Por: Pedro Conrado Cudriz
No sé si ustedes han sentido en cada parte del cuerpo, el momento histórico -político por el que atravesamos, por este que estamos viviendo por primera vez en carne viva. Como nunca. Es una señal hasta rara, nervios tensados en las horas que siguen; nervios ocultos entre lo que leemos y conversamos con los vecinos. Y es aquí precisamente, donde se están presentando situaciones familiares nunca sentidas con tanto ahínco; es una tensión nueva y atravesada por dilemas existenciales serios.
Es que antes era fácil “donarle” el voto a un familiar para que sobreviviera en el empleo. Hoy no es tan fácil si estamos enamorados de las circunstancias de cambio histórico vividas, como en la revolución del libertador Bolívar.
A un conocido mío le escuché decir sin explicación alguna: “Hay que hacerles trampas a los corruptos, así como ellos nos las han hecho siempre con las promesas incumplidas y conocidas.” Un consejo abreviado de respeto: Acompañen a los parientes en las asambleas de sus movimientos políticos como invitadas especiales y cuando haya que votar por el candidato del cambio, hacerlo sin las molestias de la conciencia.
Hay que tener presente que estamos atravesando el océano convulso e inédito de la historia nacional y mundial. Por esta vez y ojalá no sea la única, debemos continuar la subversión política que inició Petro, presidente de Colombia.
Una equivocación inadmisible, nos puede costar caro con la vida de un niño de 4 años, que juega sin pensar cómo nos estamos jugando la vida nosotros por él.

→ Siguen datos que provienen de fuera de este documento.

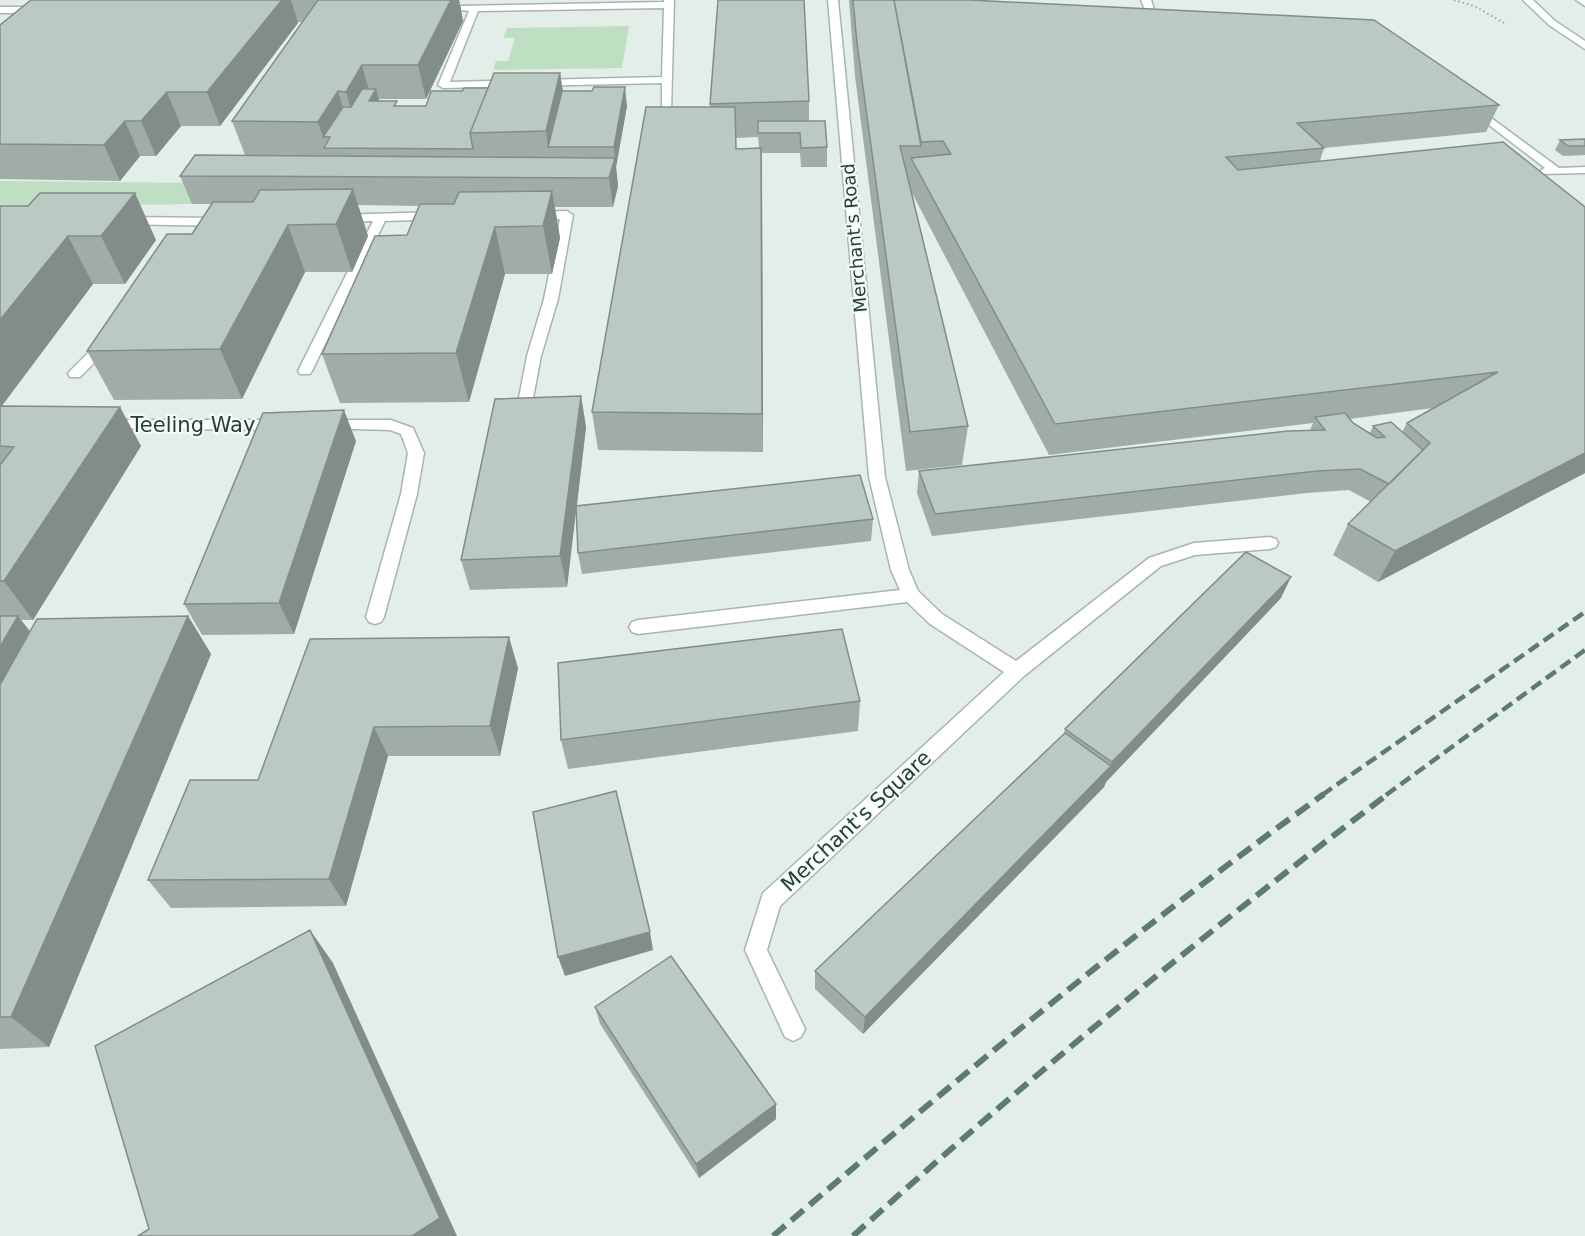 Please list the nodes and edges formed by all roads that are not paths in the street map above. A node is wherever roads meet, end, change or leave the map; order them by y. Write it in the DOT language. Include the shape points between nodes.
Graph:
graph roads {
  1 [pos="833,0"];
  2 [pos="1146,0"];
  3 [pos="1528,0"];
  4 [pos="1581,0"];
  5 [pos="669,3"];
  6 [pos="1585,3"];
  7 [pos="453,8"];
  8 [pos="475,8"];
  9 [pos="0,10"];
  10 [pos="41,18"];
  11 [pos="1178,27"];
  12 [pos="1585,46"];
  13 [pos="666,80"];
  14 [pos="1466,102"];
  15 [pos="667,109"];
  16 [pos="1531,152"];
  17 [pos="1508,154"];
  18 [pos="1585,170"];
  19 [pos="1556,171"];
  20 [pos="1532,173"];
  21 [pos="451,216"];
  22 [pos="520,216"];
  23 [pos="381,217"];
  24 [pos="322,219"];
  25 [pos="108,221"];
  26 [pos="239,222"];
  27 [pos="215,223"];
  28 [pos="199,240"];
  29 [pos="119,328"];
  30 [pos="305,371"];
  31 [pos="75,374"];
  32 [pos="526,398"];
  33 [pos="91,425"];
  34 [pos="1270,543"];
  35 [pos="911,595"];
  36 [pos="375,617"];
  37 [pos="638,627"];
  38 [pos="1017,671"];
  39 [pos="793,1029"];
  1 -- 35 [label="street, Merchant's Road" via="877,477 900,570"];
  2 -- 11 [label="street" via="1152,17"];
  3 -- 12 [label="street"];
  4 -- 6 [label="street"];
  5 -- 8 [label="street"];
  5 -- 13 [label="street"];
  7 -- 8 [label="street"];
  8 -- 13 [label="street" via="443,85"];
  9 -- 10 [label="street" via="52,8"];
  13 -- 15 [label="street"];
  14 -- 16 [label="street"];
  16 -- 17 [label="street"];
  16 -- 19 [label="street"];
  18 -- 19 [label="street"];
  19 -- 20 [label="street"];
  21 -- 23 [label="street"];
  22 -- 32 [label="street" via="567,215"];
  23 -- 24 [label="street"];
  23 -- 30 [label="street"];
  25 -- 27 [label="street"];
  26 -- 27 [label="street"];
  27 -- 28 [label="street"];
  29 -- 31 [label="street"];
  33 -- 36 [label="street, Teeling Way" via="391,425 408,431 416,453 409,494"];
  34 -- 38 [label="street, Merchant's Square" via="1194,549 1155,562"];
  35 -- 37 [label="street"];
  35 -- 38 [label="street" via="936,619"];
  38 -- 39 [label="street, Merchant's Square" via="771,900 756,950"];
}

La ética del vivir no es un juego de instantes, es tan trascendental y conscientemente íntima y social, que nos conmina desde el inconsciente sensible y empático a sufragar por la historia de los más débiles, aquellos que han sufrido por décadas el peso de una existencia malograda por las indolencias del Estado y de gobiernos alimentados por los intereses egoístas de las clases sociales altas, que nos han gobernado por siglos.
Los colombianos conscientes de los calambres y torcidas de la historia nuestra, debemos apostarle a la hechura de una justicia social para toda una generación (0-20 años) y poder así apostarle a la esperanza de hierro de la paz de mañana.
De esto es lo que escribo cuando también hablo de la ética del vivir: apostarle a la vida con sentido humanista, arriesgándolo todo para ganar todos. Hagamos un trato como en el poema de Benedetti: “Compañera usted sabe / que puede contar /conmigo…/ si alguna vez / advierte / que la miro a los ojos / y una veta de amor / reconoce en los míos / no alerte sus fusiles / ni piense qué delirio / a pesar de la veta / o tal vez porque existe / usted puede contar conmigo / si otras veces / me encuentra huraño sin motivo / no piense que flojera / igual puede contar / conmigo…”
En este proceso político se quedarán los que hayan de quedarse derrotados en tierra firme y levantaremos la bandera los que hemos arriesgados siempre el sueño de la esperanza. No ha sido fácil llegar hasta este momento histórico e irrepetible del país.
Dicen los que saben, que un evento de esta naturaleza solo se volverá a vivir entre cien años y más. No esperemos otros cien años para cambiar lo que haya que cambiar. Esta es nuestra coyuntura histórica indelegable, sacudámonos y con las chanclas cruzando la esquina rompamos la caja donde tienen secuestrada la esperanza.
Después no digan, que no lo advertimos.
¡Viva Colombia, carajo!

Total,bien logrado. Un reto social
Muy de acuerdo. Este momento es único en la historia del país, de darle paso al ejercicio y práctica consciente de un derecho expresado en las urnas con rebeldía. ¿Acaso un cambio sucede de la mañana a la noche? Hemos sido testigos de las controversias, de los odios y de las emociones más tóxicas. Es el momento en ese ejercicio de observación de recobrar la lucidez – esa de la que nos habla Saramago – y contagiarla con entusiasmo. Históricamente hemos padecido la sumisión, pero la realidad muestra el tamaño de las desigualdades, de la brecha social que se amplía; de la resistencia por mantener el status quo; de la complicidad de profesionales al servicio de la oligarquía, pagando favores y persuadiendo incautos. Es el momento de fortalecer las causas sociales, los derechos colectivos y dejar a un lado el interés particular. Las contradicciones, el miedo, la difamación, las traiciones y el peso de las emociones que obnubilan la razón se acrecientan con el paso de los días en la oposición derechista y tradicional que naufraga en la maledicencia y la paranoia. Amanecerá y alcanzaremos la certeza de la lucidez y la praxis.